# Handy aus vertrag verkaufen



## QSR123 (7. Oktober 2014)

Hi liebe Community,

ich habe eine frage: 
Ich möchte mir einen neuen Handyvertrag holen, aber da mein "altes" Handy noch gut funktioniert möchte ich das Handy, das bei einem Vertrag dabei wäre verkaufen. Geht das so einfach? Hat der Käufer dann Garantie über den Hersteller obwohl er keinen richtigen Kaufbeleg hat?

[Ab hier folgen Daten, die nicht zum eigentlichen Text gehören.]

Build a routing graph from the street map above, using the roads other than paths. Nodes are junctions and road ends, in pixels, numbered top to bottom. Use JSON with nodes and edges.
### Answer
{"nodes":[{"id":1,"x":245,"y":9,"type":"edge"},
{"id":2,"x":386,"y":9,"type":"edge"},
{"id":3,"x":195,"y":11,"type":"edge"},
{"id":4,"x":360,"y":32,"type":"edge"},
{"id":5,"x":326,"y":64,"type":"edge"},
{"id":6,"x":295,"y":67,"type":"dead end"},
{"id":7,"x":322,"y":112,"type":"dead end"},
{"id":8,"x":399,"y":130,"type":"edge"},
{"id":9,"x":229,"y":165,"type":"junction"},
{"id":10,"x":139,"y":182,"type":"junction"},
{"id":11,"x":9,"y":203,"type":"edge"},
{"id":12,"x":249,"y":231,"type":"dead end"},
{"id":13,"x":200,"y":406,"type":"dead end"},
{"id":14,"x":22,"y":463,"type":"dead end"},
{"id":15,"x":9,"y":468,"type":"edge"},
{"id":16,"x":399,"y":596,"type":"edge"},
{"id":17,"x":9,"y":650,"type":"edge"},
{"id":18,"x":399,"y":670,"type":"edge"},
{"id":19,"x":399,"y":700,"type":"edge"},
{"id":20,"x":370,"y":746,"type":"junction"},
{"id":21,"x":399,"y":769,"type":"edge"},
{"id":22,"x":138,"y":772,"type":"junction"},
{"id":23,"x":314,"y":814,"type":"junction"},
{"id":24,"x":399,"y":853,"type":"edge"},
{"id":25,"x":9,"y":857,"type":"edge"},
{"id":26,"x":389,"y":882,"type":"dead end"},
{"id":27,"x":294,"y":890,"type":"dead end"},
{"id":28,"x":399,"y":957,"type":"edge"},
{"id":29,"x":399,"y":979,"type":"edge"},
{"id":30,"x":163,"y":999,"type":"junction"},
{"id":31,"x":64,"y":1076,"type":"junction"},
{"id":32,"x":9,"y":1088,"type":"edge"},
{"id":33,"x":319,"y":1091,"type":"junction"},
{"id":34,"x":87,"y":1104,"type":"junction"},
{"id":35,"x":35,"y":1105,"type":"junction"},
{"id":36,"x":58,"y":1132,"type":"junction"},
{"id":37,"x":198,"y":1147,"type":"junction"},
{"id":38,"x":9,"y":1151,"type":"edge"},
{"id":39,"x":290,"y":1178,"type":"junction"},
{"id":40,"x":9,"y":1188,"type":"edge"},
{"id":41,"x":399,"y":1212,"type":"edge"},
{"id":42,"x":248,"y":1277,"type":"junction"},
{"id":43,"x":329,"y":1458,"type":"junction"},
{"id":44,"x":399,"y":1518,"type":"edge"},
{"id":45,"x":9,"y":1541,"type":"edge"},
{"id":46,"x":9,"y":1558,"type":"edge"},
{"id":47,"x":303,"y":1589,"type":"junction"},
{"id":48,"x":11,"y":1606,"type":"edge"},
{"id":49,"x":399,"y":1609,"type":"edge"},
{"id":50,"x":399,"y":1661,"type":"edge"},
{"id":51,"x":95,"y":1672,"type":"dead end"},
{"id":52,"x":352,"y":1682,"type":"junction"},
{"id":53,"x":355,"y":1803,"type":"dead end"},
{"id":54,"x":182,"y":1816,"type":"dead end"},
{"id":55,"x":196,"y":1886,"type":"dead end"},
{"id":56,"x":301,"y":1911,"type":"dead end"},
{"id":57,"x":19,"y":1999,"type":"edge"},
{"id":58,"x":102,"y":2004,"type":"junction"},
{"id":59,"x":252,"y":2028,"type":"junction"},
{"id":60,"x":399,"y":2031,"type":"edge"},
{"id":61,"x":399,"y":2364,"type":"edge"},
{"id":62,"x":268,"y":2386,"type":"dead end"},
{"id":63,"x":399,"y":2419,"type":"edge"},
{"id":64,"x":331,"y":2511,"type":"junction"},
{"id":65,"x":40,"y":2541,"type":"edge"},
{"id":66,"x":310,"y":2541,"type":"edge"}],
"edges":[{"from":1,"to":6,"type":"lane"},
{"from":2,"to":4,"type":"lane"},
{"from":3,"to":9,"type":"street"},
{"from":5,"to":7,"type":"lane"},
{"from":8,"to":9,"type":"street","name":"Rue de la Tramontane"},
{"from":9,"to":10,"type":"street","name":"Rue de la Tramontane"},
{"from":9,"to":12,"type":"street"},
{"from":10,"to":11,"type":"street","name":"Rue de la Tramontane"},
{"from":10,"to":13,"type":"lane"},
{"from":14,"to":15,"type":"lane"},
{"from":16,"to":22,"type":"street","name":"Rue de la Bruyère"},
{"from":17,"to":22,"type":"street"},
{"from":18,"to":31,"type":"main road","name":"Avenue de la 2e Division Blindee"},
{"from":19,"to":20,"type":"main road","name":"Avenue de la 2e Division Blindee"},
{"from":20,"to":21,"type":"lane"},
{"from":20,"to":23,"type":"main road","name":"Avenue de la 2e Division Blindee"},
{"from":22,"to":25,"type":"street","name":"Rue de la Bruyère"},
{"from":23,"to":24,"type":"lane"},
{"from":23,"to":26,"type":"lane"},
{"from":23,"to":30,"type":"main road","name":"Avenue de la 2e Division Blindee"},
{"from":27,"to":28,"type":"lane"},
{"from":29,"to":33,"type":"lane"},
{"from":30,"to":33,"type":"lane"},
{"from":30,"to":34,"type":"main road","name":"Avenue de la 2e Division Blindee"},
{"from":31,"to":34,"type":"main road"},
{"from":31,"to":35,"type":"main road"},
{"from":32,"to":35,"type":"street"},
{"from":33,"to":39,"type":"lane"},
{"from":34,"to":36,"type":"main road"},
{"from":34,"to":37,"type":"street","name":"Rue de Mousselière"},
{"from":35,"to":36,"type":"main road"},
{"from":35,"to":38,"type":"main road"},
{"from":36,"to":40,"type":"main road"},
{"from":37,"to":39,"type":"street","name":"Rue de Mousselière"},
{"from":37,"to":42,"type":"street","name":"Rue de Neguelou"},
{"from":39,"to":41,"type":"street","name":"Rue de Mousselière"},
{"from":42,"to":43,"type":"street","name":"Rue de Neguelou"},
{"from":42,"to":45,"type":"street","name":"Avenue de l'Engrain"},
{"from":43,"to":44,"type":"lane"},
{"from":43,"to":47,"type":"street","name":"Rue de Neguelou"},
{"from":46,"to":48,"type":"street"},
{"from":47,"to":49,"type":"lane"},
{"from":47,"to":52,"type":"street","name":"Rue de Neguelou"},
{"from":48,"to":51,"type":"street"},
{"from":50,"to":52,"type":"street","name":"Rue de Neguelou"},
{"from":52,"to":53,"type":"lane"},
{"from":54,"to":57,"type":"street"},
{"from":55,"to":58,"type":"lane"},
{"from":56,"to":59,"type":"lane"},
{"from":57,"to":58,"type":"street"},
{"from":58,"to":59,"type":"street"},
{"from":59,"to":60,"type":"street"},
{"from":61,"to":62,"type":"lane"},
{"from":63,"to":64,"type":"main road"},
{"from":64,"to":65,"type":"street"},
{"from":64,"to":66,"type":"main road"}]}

Danke schon mal für alle Antworten!


----------



## Chinaquads (7. Oktober 2014)

Jipp, ist kein Problem.


----------



## Mazrim_Taim (7. Oktober 2014)

Ich kenne das nur aus Uraltverträgen das das neue Handy auch an dem Anbieter gekoppelt ist und das es ein Wasserzeichen hat.
Denoch würde ich Dir davon abraten.
Ein neuer Vertrag ohne Handy ist deutlich günstiger.


----------



## norse (7. Oktober 2014)

Verkaufen kannst du es ohne probleme, handy wird halt noch die anbietersperre haben, dh. Es kann nur mit einer sim karte von diesem anbieter betrieben werden.


----------



## EDDIE2Fast (7. Oktober 2014)

Mazrim_Taim schrieb:


> Ich kenne das nur aus Uraltverträgen das das neue Handy auch an dem Anbieter gekoppelt ist und das es ein Wasserzeichen hat.
> Denoch würde ich Dir davon abraten.
> Ein neuer Vertrag ohne Handy ist deutlich günstiger.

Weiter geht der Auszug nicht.